▶ [EXERCISE AIM]
Going from the line that contains "Transcribe the names" down to the last line in the listing below, reproduce every line exactly and include no others.

:: RECORDS FOR THIS EXERCISE ::

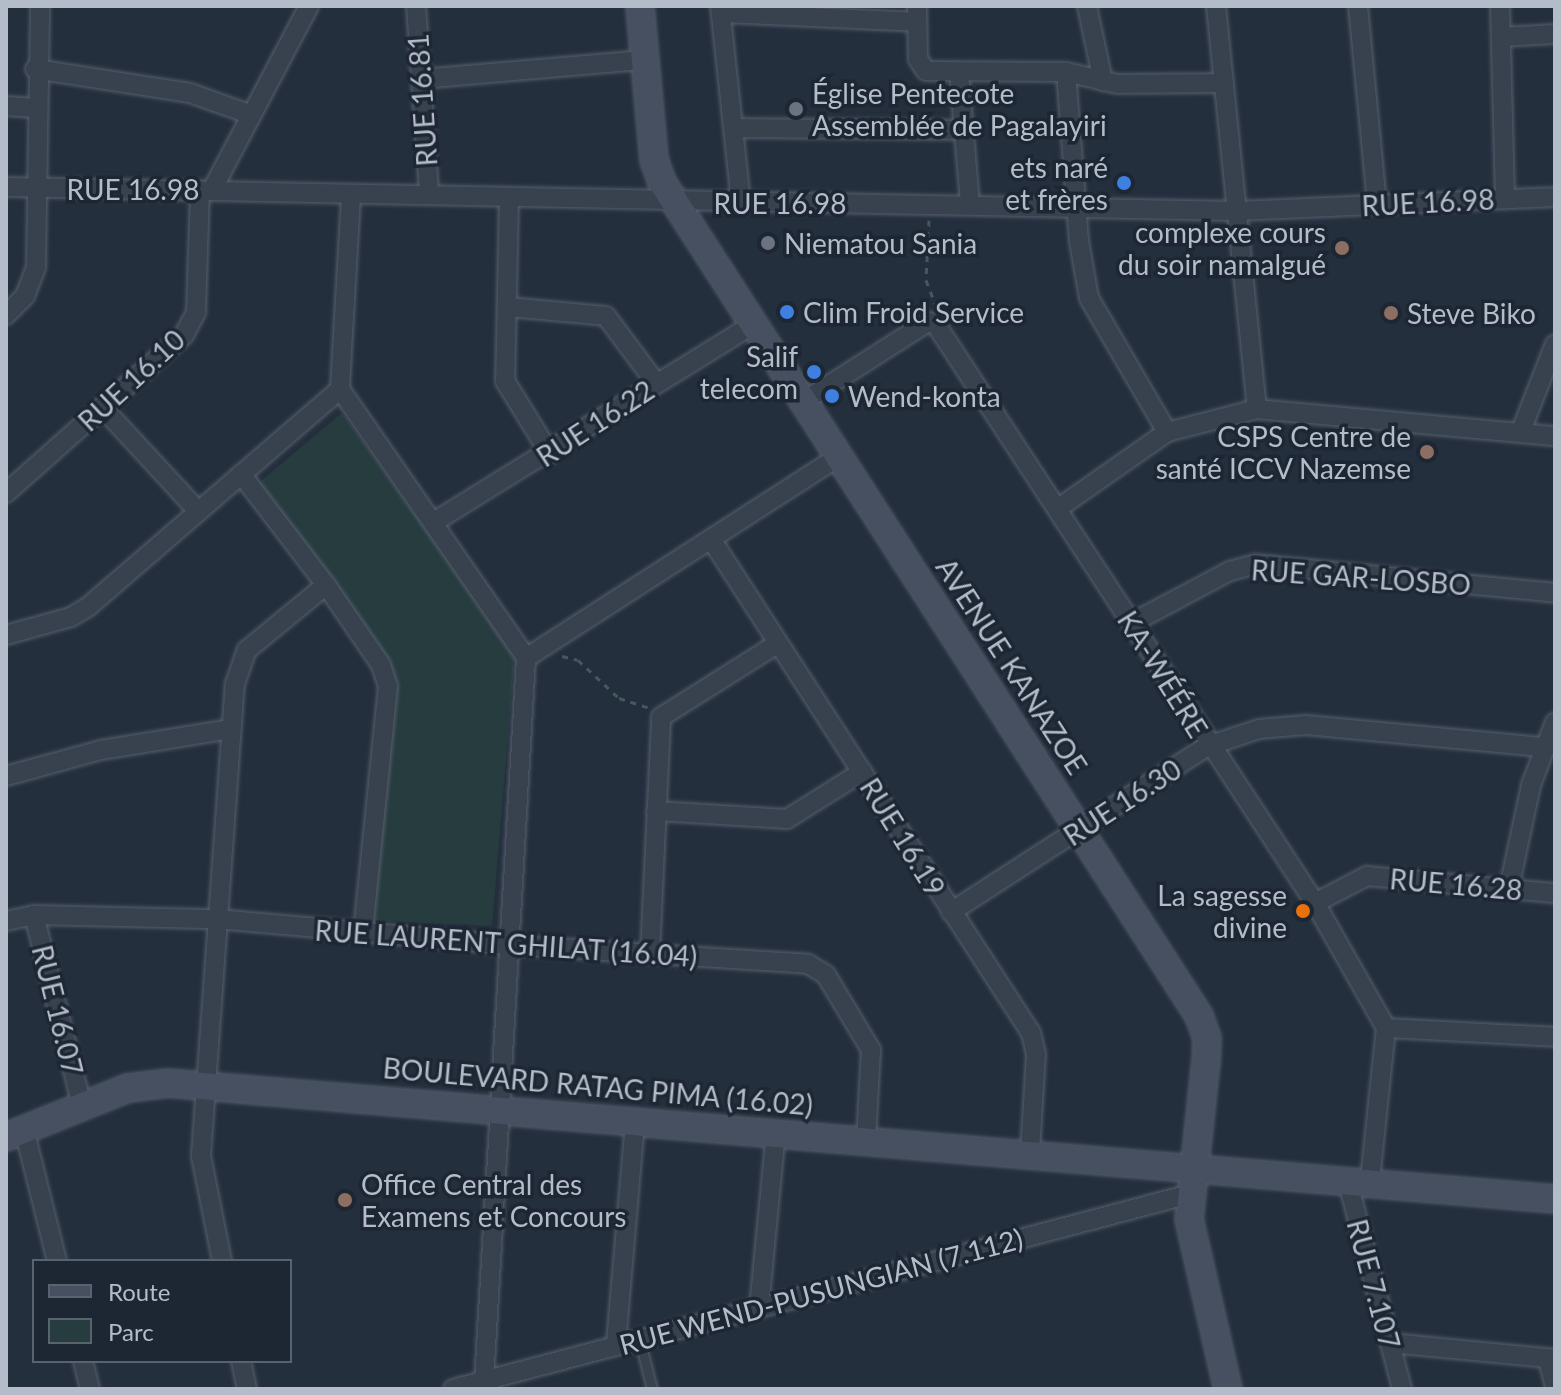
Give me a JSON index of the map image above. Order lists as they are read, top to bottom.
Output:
{
  "streets": {
    "street": [
      "RUE 16.81",
      "RUE 16.98",
      "RUE 16.10",
      "RUE 16.22",
      "RUE GAR-LOSBO",
      "AVENUE KANAZOE",
      "KA-WÉÉRE",
      "RUE 16.30",
      "RUE 16.19",
      "RUE 16.28",
      "RUE LAURENT GHILAT (16.04)",
      "RUE 16.07",
      "BOULEVARD RATAG PIMA (16.02)",
      "RUE 7.107",
      "RUE WEND-PUSUNGIAN (7.112)"
    ]
  },
  "crossings": [
    ["RUE 16.81", "RUE 16.98"],
    ["RUE 16.98", "RUE 16.10"],
    ["RUE 16.98", "AVENUE KANAZOE"],
    ["RUE 16.22", "AVENUE KANAZOE"],
    ["RUE GAR-LOSBO", "KA-WÉÉRE"],
    ["AVENUE KANAZOE", "RUE 16.30"],
    ["AVENUE KANAZOE", "BOULEVARD RATAG PIMA (16.02)"],
    ["AVENUE KANAZOE", "RUE WEND-PUSUNGIAN (7.112)"],
    ["KA-WÉÉRE", "RUE 16.30"],
    ["KA-WÉÉRE", "RUE 16.28"],
    ["RUE 16.30", "RUE 16.19"],
    ["RUE 16.19", "BOULEVARD RATAG PIMA (16.02)"],
    ["RUE LAURENT GHILAT (16.04)", "RUE 16.07"],
    ["RUE LAURENT GHILAT (16.04)", "BOULEVARD RATAG PIMA (16.02)"],
    ["RUE 16.07", "BOULEVARD RATAG PIMA (16.02)"],
    ["BOULEVARD RATAG PIMA (16.02)", "RUE 7.107"]
  ],
  "places": [
    "Église Pentecote Assemblée de Pagalayiri",
    "ets naré et frères",
    "Niematou Sania",
    "complexe cours du soir namalgué",
    "Clim Froid Service",
    "Steve Biko",
    "Salif telecom",
    "Wend-konta",
    "CSPS Centre de santé ICCV Nazemse",
    "La sagesse divine",
    "Office Central des Examens et Concours"
  ],
  "legend": ["Route", "Parc"]
}
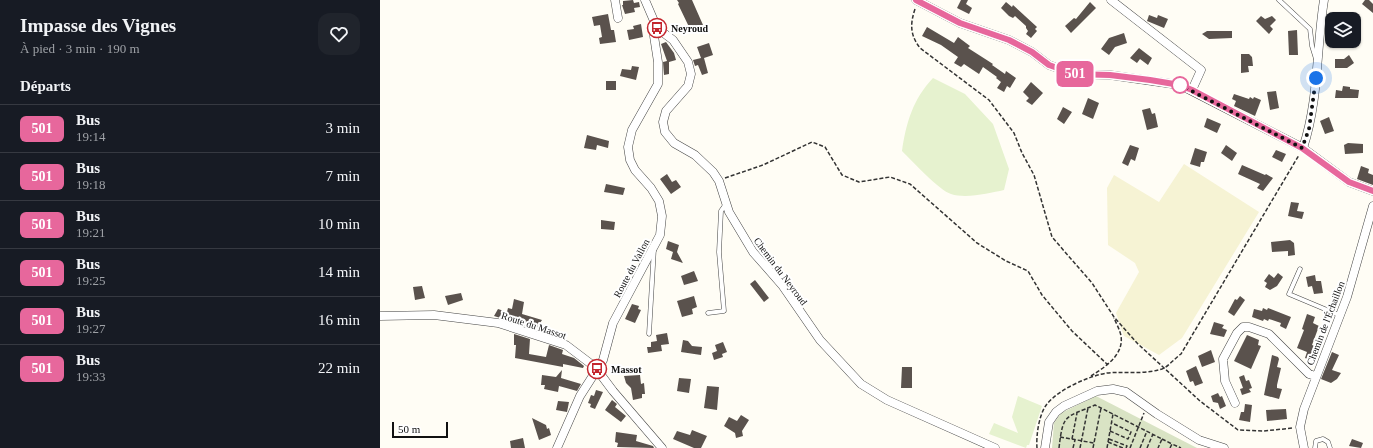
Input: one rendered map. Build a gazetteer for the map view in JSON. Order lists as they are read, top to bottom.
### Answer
{
  "streets": {
    "street": [
      "Route du Vallon",
      "Chemin du Neyroud",
      "Chemin de l'Échaillon",
      "Route du Massot"
    ]
  },
  "crossings": [
    ["Route du Vallon", "Chemin du Neyroud"],
    ["Route du Vallon", "Route du Massot"]
  ],
  "places": {
    "bus stop": ["Neyroud", "Massot"]
  },
  "lines": ["bus line 501"],
  "scale_bar": "50 m",
  "page": {
    "heading": [
      ["Impasse des Vignes", "À pied · 3 min · 190 m"],
      "Départs"
    ],
    "on_map": "501",
    "list": [
      {
        "mark": "501",
        "name": "Bus",
        "note": "19:14",
        "value": "3 min"
      },
      {
        "mark": "501",
        "name": "Bus",
        "note": "19:18",
        "value": "7 min"
      },
      {
        "mark": "501",
        "name": "Bus",
        "note": "19:21",
        "value": "10 min"
      },
      {
        "mark": "501",
        "name": "Bus",
        "note": "19:25",
        "value": "14 min"
      },
      {
        "mark": "501",
        "name": "Bus",
        "note": "19:27",
        "value": "16 min"
      },
      {
        "mark": "501",
        "name": "Bus",
        "note": "19:33",
        "value": "22 min"
      }
    ],
    "scale": "50 m"
  }
}
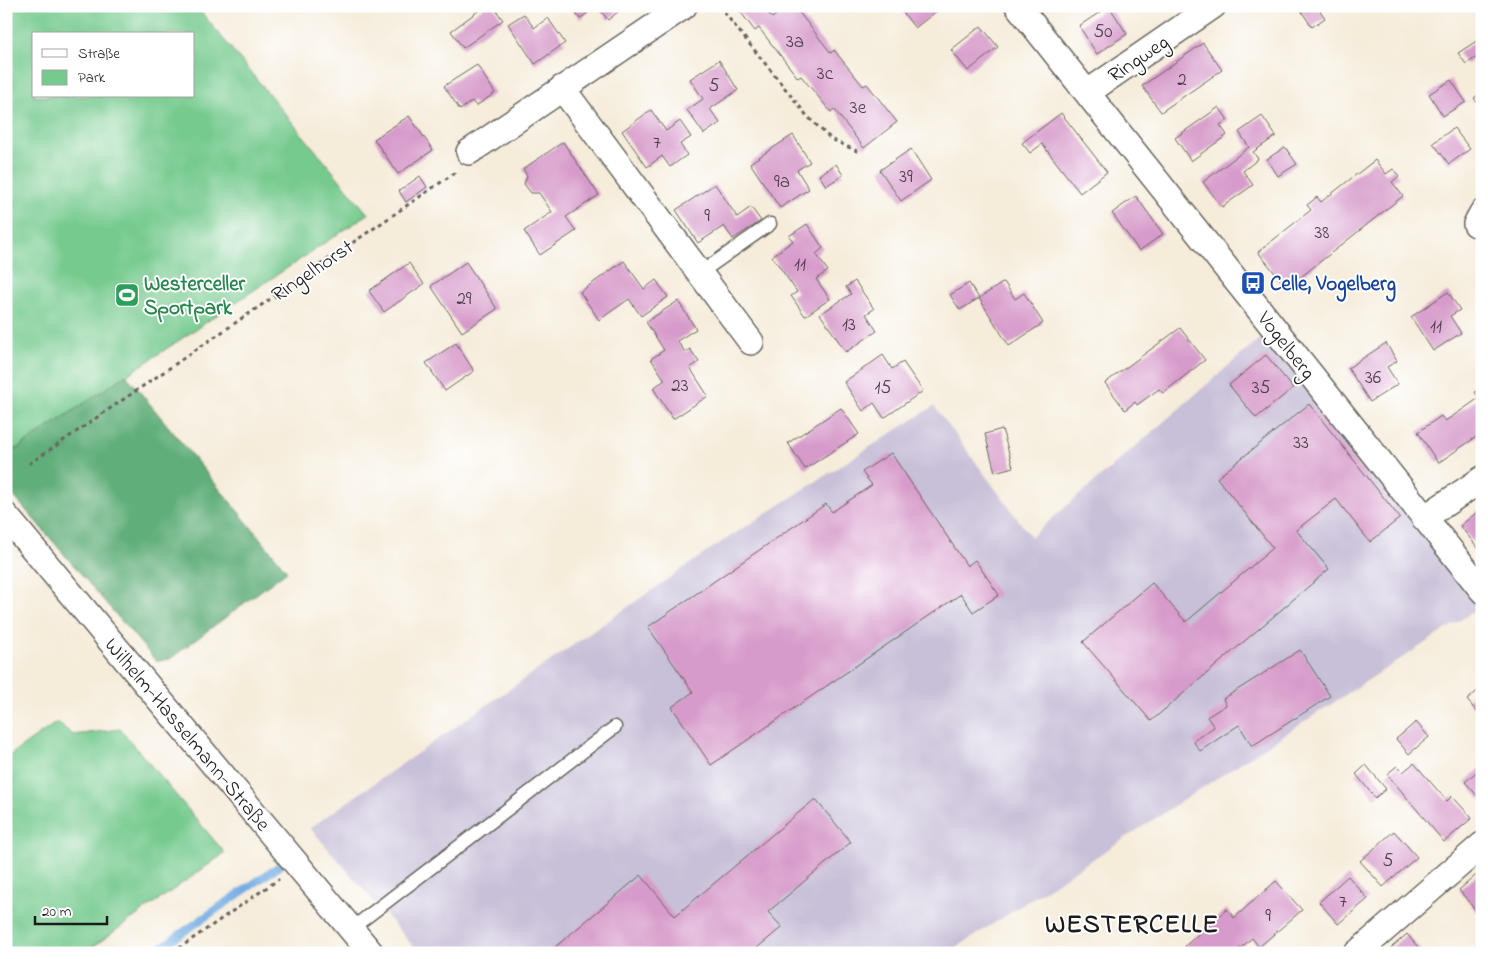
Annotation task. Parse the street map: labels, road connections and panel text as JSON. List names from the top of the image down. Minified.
{"streets":{"street":["Ringweg","Vogelberg","Wilhelm-Hasselmann-Straße"],"path":["Ringelhorst"]},"crossings":[["Ringweg","Vogelberg"]],"districts":["WESTERCELLE"],"places":{"bus stop":["Celle, Vogelberg"],"sports":["Westerceller Sportpark"]},"house_numbers":["50","3a","3c","2","5","3e","7","39","9a","9","38","11","29","13","11","36","23","15","35","33","5","7","9"],"legend":["Straße","Park"],"scale_bar":"20 m"}
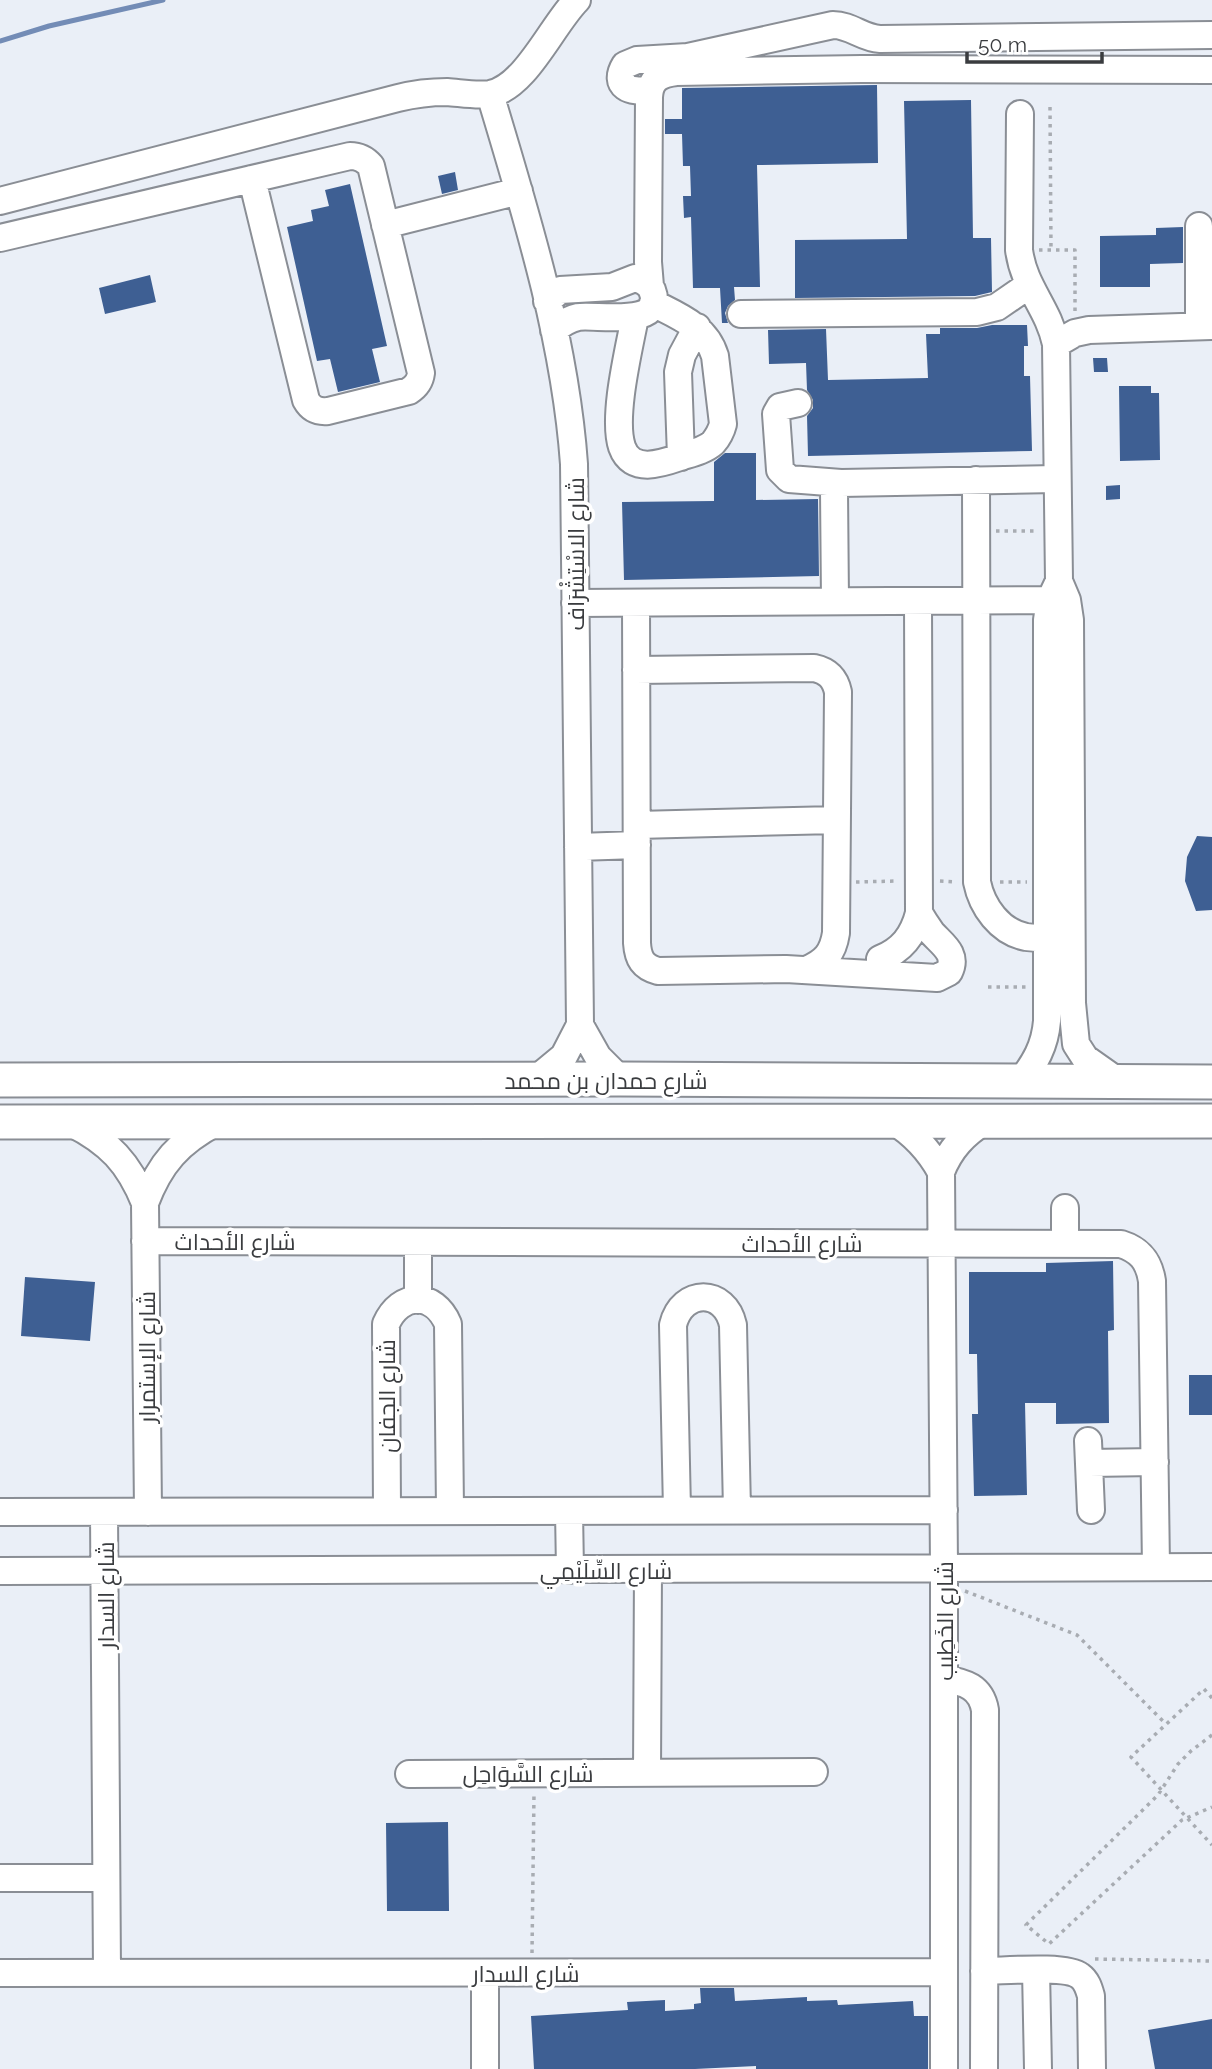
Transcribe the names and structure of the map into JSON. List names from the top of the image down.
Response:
{
  "streets": {
    "main road": ["شارع حمدان بن محمد"],
    "street": [
      "شارع الاسْتِشْرَاف",
      "شارع الأحداث",
      "شارع الإستمرار",
      "شارع الجفان",
      "شارع السِّلَيْمِي",
      "شارع السدار",
      "شارع الخَطِيب",
      "شارع السَّوَاحِل"
    ]
  },
  "crossings": [
    ["شارع الاسْتِشْرَاف", "شارع حمدان بن محمد"],
    ["شارع حمدان بن محمد", "شارع الإستمرار"],
    ["شارع الأحداث", "شارع الإستمرار"],
    ["شارع الأحداث", "شارع السِّلَيْمِي"],
    ["شارع الأحداث", "شارع الخَطِيب"],
    ["شارع السِّلَيْمِي", "شارع السدار"],
    ["شارع السِّلَيْمِي", "شارع الخَطِيب"],
    ["شارع السدار", "شارع الخَطِيب"]
  ],
  "scale_bar": "50 m"
}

:::

▶ [THE ANSWER]
Transcribe the names and structure of the map into JSON. List names from the top of the image down.
Response:
{
  "streets": {
    "main road": ["شارع حمدان بن محمد"],
    "street": [
      "شارع الاسْتِشْرَاف",
      "شارع الأحداث",
      "شارع الإستمرار",
      "شارع الجفان",
      "شارع السِّلَيْمِي",
      "شارع السدار",
      "شارع الخَطِيب",
      "شارع السَّوَاحِل"
    ]
  },
  "crossings": [
    ["شارع الاسْتِشْرَاف", "شارع حمدان بن محمد"],
    ["شارع حمدان بن محمد", "شارع الإستمرار"],
    ["شارع الأحداث", "شارع الإستمرار"],
    ["شارع الأحداث", "شارع السِّلَيْمِي"],
    ["شارع الأحداث", "شارع الخَطِيب"],
    ["شارع السِّلَيْمِي", "شارع السدار"],
    ["شارع السِّلَيْمِي", "شارع الخَطِيب"],
    ["شارع السدار", "شارع الخَطِيب"]
  ],
  "scale_bar": "50 m"
}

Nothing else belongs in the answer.